The confidence intervals will betray you, but only if you publish them with your study. Remember the “9 out of 10 cats” example from earlier? Given that the company commissioning the research is likely very rich (otherwise they wouldn’t be spending hundreds of thousands of pounds on a large advertising campaign), don’t you think they could have afforded to do a study with more than 10 cats? Of course they could, but getting the result they desire depends on a small sample size and the likelihood that they could actually repeat their results occasionally. If they had used 100 cats, how likely do you think it would have been for them to be able to publish a result that says “90 out of 100 cats preferred MiaoMix cat food (p=0.0001, 95% confidence intervals: 87.3-92.7% in over 1000 repeat experiments)”? Believe me – if these were their results they would be shouting them from the rooftops, and you would be left in absolutely no doubt that their cat food is the best. These are not their results though. They state ‘9 out of 10’ because they cannot get 90 out of 100. There is no p-value because their results are not significant.

They make no mention of the repeatability of their results because their actual results vary extremely widely. They don’t publish their confidence intervals because that would actually have the opposite effect – cat owners would be disgusted and would switch to another brand.
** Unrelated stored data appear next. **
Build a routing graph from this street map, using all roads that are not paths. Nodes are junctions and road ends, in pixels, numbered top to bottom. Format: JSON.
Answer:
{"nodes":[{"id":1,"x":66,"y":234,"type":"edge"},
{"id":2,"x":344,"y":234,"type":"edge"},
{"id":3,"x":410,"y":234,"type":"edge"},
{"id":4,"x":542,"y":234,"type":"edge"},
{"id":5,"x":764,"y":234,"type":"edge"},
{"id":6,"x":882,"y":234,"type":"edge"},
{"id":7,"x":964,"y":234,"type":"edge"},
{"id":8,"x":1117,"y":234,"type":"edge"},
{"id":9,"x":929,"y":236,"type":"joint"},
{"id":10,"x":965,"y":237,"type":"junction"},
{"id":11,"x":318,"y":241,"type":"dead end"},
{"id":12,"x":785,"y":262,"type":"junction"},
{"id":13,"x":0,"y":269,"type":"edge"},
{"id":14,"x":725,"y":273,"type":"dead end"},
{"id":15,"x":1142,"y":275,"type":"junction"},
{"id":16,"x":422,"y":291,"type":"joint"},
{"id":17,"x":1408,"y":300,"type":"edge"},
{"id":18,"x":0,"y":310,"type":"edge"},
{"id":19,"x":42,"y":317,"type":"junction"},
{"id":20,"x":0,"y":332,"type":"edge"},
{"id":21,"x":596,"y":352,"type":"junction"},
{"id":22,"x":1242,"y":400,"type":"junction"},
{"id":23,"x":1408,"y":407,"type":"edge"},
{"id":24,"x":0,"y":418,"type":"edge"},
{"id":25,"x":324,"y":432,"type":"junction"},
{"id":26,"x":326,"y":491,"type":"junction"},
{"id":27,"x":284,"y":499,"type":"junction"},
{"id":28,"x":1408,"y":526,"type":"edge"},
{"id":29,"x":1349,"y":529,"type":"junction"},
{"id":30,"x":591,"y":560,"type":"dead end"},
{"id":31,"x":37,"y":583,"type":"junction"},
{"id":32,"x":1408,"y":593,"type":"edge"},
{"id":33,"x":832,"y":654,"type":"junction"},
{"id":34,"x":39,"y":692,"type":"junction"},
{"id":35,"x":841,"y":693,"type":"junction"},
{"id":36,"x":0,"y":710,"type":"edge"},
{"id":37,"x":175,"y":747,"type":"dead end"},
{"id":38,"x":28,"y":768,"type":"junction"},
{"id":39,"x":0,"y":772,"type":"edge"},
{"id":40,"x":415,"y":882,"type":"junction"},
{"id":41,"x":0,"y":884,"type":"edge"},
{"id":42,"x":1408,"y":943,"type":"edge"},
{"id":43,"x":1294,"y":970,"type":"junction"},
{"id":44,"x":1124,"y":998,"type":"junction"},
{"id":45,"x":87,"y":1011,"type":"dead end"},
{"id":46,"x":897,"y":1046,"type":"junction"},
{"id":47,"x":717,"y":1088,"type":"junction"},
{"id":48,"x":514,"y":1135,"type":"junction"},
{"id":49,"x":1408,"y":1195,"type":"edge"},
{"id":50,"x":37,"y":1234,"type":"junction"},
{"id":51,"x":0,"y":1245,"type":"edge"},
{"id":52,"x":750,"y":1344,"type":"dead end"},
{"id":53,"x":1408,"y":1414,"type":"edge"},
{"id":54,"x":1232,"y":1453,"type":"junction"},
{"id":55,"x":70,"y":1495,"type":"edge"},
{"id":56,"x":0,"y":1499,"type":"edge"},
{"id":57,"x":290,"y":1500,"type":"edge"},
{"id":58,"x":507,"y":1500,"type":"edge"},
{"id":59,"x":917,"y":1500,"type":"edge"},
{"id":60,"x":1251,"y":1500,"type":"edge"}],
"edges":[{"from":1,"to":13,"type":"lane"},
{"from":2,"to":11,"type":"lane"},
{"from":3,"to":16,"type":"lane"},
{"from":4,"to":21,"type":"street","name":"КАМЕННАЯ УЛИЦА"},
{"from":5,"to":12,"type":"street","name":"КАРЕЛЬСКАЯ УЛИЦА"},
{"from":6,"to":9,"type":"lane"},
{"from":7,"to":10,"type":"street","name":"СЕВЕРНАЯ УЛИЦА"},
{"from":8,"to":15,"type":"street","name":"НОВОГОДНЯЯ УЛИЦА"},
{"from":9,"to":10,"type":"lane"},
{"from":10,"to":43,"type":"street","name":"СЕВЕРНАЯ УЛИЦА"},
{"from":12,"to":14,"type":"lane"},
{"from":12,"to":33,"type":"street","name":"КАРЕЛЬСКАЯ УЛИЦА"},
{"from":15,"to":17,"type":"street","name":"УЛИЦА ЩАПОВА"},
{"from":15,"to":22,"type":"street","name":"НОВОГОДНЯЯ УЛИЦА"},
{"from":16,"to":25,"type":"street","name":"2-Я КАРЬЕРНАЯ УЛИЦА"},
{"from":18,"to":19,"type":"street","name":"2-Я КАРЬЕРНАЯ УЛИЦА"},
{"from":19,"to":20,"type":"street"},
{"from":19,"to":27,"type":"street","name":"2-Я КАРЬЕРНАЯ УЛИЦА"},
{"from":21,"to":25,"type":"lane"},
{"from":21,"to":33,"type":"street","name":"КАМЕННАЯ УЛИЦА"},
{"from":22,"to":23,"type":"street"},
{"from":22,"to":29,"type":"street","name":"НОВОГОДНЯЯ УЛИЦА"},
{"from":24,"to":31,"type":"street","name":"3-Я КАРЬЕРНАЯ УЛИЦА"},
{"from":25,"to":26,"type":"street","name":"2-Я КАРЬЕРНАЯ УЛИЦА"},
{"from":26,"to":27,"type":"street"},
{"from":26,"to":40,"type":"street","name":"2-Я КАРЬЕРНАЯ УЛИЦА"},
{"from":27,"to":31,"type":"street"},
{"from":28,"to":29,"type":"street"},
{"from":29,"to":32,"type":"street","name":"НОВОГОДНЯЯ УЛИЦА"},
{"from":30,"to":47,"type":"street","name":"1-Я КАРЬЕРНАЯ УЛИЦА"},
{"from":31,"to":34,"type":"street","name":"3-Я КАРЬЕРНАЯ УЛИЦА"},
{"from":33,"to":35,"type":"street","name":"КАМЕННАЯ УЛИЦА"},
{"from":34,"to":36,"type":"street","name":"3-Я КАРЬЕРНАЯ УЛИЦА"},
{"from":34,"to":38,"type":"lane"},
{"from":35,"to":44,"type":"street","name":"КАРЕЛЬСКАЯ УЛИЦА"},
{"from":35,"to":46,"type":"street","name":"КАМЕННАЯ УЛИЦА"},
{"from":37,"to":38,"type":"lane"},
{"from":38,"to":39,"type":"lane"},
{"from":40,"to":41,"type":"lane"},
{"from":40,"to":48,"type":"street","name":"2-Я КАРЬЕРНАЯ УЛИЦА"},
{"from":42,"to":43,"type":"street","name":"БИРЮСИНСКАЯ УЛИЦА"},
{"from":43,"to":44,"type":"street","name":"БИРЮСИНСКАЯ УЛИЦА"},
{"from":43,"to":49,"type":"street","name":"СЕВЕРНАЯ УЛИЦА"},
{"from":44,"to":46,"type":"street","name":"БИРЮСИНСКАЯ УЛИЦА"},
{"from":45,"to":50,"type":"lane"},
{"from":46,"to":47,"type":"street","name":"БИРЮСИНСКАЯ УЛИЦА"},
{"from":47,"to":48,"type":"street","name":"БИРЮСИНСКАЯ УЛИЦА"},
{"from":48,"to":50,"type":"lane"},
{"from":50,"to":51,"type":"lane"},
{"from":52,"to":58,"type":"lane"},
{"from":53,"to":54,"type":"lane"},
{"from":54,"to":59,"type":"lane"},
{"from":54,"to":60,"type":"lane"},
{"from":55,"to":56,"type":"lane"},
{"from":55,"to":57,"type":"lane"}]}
Telling the truth in a commercial setting can be the equivalent of business suicide! A few years ago, I was attending a business course and I was chatting with the presenter at the break. Unusually, he became very interested when

I told him that I was a statistician – they generally begin looking for the nearest available exit

Incidentally, that reminds me of a story that my old professor told me and my colleagues when I was a physics undergraduate student. He said that if we are at a party and are asked what we do for a living, under no circumstances should we say that we are physicists. If we have any designs on settling down with a wife and having 2.3 kids, or even just settling for an occasional girlfriend or being invited to any other party, we should say that we are lorry drivers or postmen. I must say that it is pretty good advice, and I get invited to at least two parties most years. Now I’m a statistician I tell the same story to my students, although of course I substitute ‘physics’ for ‘statistics’. But I digress – back to the business course. The presenter, a former Chief Financial Officer of a very successful FTSE 100 tech company (before they were acquired by a much larger Japanese rival), told me the story of how the company spent millions of pounds trying to figure out why the reported accuracy of their device was lower than that of their main rival. They looked at every component, all the hardware, the software, the testing methods – everything. They were convinced that every component in their device was at least as good as the equivalent component in their rival’s device, and in many cases superior. And yet their numbers didn’t tally.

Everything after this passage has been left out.